John Ten I don't know where to begin. After exhaustive study of various Medieval torture and execution methods and Chinese's thousands way to die – I thought I could stomach anything. This is different. There are no gores. No screaming special effects. Shortest recounts follow by a deafening silence. And the indifference a fellow human being can be taught to be totally devoid of emotions or compassion for another and even to one's own family member. Words escape me because even in post 21st century an evil this horrifying still exists among us.I don't know how to continue.Depending on whether you are able to empathize with intense human conditions, you'll either hate it for being boring or laud it for its courage and fortitude. Shin Dong-hyuk, born 1982, is believed to be the only known person born in a North Korean prison camp that escaped to tell the tale. Due to his extraordinary circumstances, for the very first time, we're witnessing a difficult and painful recount of memories he wish he never had to revisit – in fact, on several occasions, the memories were so intense – he attempt to stop the interview.

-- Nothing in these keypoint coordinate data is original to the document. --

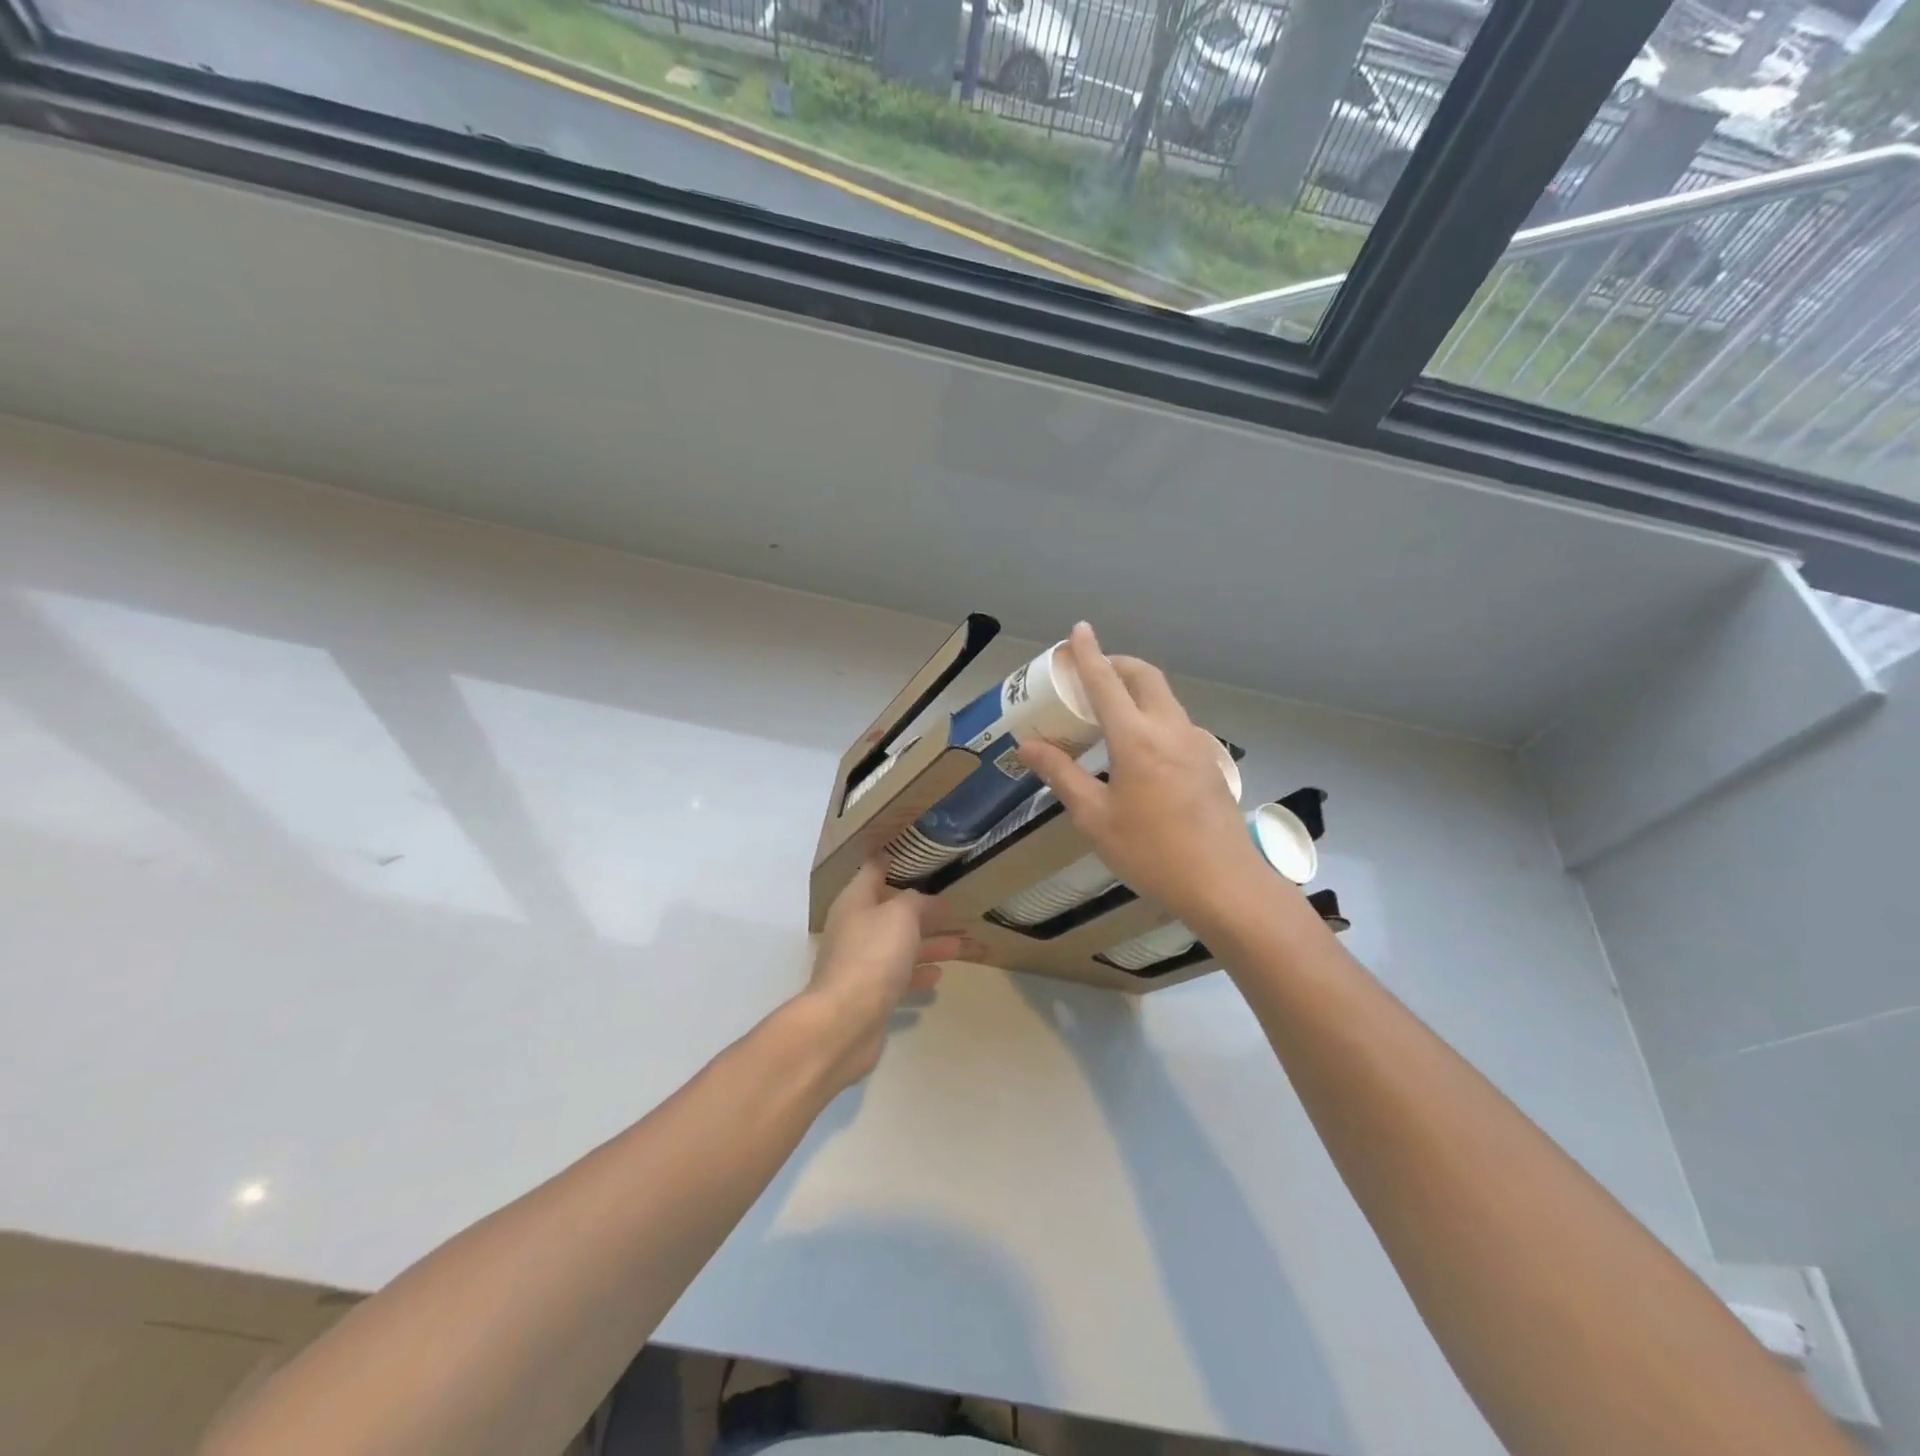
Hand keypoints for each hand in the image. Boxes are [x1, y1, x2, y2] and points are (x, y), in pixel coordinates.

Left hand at [802, 861, 965, 1088]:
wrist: (846, 1021)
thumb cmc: (873, 956)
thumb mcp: (900, 915)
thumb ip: (914, 901)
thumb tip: (919, 900)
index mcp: (855, 902)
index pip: (874, 870)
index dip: (895, 860)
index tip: (921, 853)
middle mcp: (855, 929)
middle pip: (892, 912)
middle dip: (924, 909)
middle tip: (956, 905)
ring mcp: (861, 963)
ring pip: (900, 946)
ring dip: (929, 943)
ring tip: (961, 943)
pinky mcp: (870, 994)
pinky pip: (899, 976)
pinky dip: (919, 973)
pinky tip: (939, 974)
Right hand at [1018, 623, 1268, 931]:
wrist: (1225, 885)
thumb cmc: (1151, 852)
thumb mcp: (1095, 818)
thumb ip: (1061, 775)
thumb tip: (1027, 746)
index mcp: (1136, 738)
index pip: (1106, 681)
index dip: (1089, 653)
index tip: (1078, 629)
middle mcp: (1169, 728)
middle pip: (1144, 676)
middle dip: (1116, 663)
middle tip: (1088, 673)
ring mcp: (1195, 743)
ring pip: (1163, 697)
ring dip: (1135, 689)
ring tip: (1107, 710)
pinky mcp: (1208, 761)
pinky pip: (1174, 721)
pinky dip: (1150, 714)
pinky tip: (1136, 747)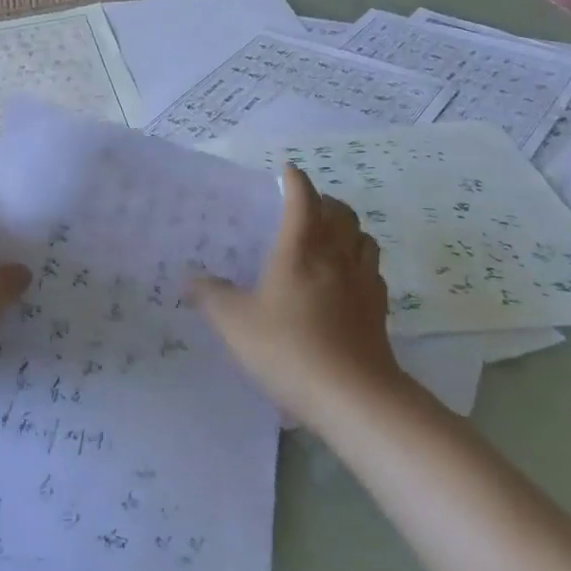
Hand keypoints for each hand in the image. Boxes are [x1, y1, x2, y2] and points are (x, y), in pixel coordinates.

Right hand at [190, 165, 402, 423]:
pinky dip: (360, 263)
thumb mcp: (235, 324)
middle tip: (305, 206)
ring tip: (329, 238)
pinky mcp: (379, 311)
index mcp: (300, 249)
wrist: (355, 398)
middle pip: (341, 212)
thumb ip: (211, 296)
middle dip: (324, 201)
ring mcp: (363, 283)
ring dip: (348, 229)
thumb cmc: (289, 349)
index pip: (303, 199)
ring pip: (364, 238)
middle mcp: (336, 256)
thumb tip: (191, 278)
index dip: (295, 181)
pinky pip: (373, 272)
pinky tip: (347, 280)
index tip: (287, 171)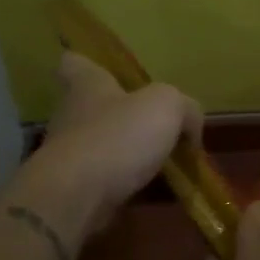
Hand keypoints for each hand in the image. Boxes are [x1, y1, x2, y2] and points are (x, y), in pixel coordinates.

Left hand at [11, 52, 202, 245]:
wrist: (78, 196)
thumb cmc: (119, 136)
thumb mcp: (167, 107)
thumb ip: (185, 108)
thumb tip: (191, 126)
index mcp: (87, 85)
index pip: (75, 62)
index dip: (88, 64)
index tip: (107, 73)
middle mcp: (71, 114)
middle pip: (91, 106)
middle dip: (118, 113)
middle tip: (153, 123)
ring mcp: (69, 153)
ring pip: (101, 144)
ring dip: (126, 151)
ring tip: (163, 162)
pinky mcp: (74, 186)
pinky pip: (105, 178)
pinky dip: (126, 182)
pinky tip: (153, 190)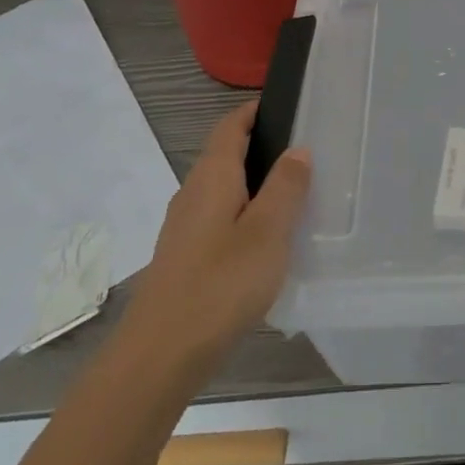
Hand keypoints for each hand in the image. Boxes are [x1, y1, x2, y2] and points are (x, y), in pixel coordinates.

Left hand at [130, 100, 313, 367]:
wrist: (158, 357)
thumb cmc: (220, 285)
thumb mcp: (267, 232)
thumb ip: (285, 187)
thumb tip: (297, 149)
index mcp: (213, 176)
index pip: (231, 125)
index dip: (255, 110)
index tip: (289, 107)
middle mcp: (193, 192)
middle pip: (226, 154)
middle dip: (261, 146)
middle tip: (306, 153)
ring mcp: (184, 227)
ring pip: (223, 188)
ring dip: (254, 182)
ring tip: (294, 195)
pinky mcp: (184, 257)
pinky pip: (219, 217)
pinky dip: (244, 213)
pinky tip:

During his long pauses – I stared at him – attempting to connect to his soul; I can feel a boiling of emotions – using my own imaginations – it's harrowing. I actually felt bad he had to relive these painful memories but someone has to do it sooner or later so the world would know. Ex-prison guards who now live in South Korea are interviewed as well.One observation: after watching the film, I felt Shin has his soul torn out literally - he couldn't cry or shed tears even as a memory deeply disturbs him. He at times felt anger but that soft human side that takes years of love to nurture – that's missing. I am deeply saddened. Maybe in time, he will find peace in his own ways.I will stop here. If you should watch it, it is not for the faint of heart. There are many thoughts flying through my minds right now, how lucky we are, the innocence of a pure heart vs. a world run by money, what is it to be human, how low can a human go if they're deprived of love and how in the darkest hour a human affection can redeem a soul.This is not just a movie review – it's a call to action. Join grassroots movement, write to international bodies for human rights, and spread the word. For the day the N. Korean prison camps fall, it will be a huge triumph for humanity.